Сказ 5. Удача Одноглазого
Год 1480 от Р. Х. или 885 год от Хиджры.
Ибрагим собирается в поход
Плачет, убивается жена Фатима, никак не хочет мужа в поход отпускать. Уж не молод десятник Ибрагим Беркузле, уж пятый десяток скоро разменяет, седой совсем, одноглазый опять же, а все туда же – воевать. И с кем?! С самим ханом Большой орды! У него же воинов, как ковыля в степи!
Не слушает причитаний жены Ибрагим, молча собирается, снимает со столба саадак, бронзовый щит «с пупырями», выходит из юрты к своему десятку. Смотрит на товарищей. Сколько славных походов вместе прошли, сколько раз жизни друг другу спасали. Половины из тех, кто с ним в новгородский поход ходил, нет, вознеслись их души к Аллаху, их юные сыны заняли места отцов. И вот теперь снова поход. И не просто в степь, а… страшно даже подумать куда. И с кем!

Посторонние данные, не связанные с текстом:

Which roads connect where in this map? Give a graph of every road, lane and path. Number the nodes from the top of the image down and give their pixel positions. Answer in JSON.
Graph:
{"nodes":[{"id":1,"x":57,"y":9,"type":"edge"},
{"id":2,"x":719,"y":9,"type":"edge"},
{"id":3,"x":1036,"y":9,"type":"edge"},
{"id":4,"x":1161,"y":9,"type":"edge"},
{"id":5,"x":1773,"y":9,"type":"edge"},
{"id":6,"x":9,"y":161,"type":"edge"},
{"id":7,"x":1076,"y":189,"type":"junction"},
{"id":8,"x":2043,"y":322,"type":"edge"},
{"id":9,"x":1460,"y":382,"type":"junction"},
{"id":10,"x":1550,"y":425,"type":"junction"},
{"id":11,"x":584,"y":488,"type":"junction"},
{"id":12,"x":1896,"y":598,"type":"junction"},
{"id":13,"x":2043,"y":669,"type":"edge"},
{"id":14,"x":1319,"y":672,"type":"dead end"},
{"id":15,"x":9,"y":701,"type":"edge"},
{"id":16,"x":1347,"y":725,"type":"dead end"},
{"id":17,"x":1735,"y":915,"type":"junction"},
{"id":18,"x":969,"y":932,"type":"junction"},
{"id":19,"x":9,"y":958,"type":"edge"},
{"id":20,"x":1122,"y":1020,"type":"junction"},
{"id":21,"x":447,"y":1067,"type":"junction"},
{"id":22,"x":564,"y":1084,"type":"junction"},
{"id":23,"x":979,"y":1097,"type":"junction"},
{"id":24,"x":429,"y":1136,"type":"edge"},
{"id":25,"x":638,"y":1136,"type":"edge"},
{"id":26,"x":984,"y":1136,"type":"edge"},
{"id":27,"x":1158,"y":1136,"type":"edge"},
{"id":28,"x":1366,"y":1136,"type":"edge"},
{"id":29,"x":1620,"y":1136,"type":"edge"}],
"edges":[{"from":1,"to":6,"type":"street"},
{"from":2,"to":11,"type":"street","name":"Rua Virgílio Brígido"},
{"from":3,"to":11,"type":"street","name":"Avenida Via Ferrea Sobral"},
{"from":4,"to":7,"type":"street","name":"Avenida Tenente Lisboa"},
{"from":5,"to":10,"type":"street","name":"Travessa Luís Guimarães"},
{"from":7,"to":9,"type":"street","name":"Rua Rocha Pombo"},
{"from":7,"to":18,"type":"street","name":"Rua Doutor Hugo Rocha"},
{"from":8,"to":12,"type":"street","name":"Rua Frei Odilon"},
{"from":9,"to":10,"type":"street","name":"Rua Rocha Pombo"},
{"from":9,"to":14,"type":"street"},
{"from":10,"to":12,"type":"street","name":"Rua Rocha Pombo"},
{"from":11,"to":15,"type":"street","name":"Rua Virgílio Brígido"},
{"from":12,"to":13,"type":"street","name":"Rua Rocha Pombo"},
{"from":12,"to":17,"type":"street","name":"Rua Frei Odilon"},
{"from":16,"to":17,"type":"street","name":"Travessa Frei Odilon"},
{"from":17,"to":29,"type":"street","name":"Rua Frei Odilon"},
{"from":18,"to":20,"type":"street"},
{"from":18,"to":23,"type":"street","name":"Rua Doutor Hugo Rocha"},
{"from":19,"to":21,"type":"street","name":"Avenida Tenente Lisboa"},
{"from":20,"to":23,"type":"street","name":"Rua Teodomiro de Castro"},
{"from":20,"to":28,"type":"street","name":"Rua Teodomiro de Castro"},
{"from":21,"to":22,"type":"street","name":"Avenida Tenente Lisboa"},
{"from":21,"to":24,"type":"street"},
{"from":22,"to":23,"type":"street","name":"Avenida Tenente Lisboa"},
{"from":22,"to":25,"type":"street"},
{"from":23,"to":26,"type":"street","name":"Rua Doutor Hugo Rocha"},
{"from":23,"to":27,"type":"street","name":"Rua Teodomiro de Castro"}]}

Одно дело свой салтан или карача, которым давал клятву верности. Тут уж куда прикажут, туда и пойдешь. Другое – бывший крымский хан Нурдовлат. Великий воин, конечно, но не властен он в этих землях. Дал он шертную клятву великому московскому князю Ивану и теперь ведет войско по Оке вглубь ордынских земель.
Как далеко? Одному ему известно да Аллаху всезнающему. Так что поход этот добровольный, хочешь – иди, а хочешь – в юрте под боком у любимой жены грейся. Любит свою жену Ибрагим, но в поход идет.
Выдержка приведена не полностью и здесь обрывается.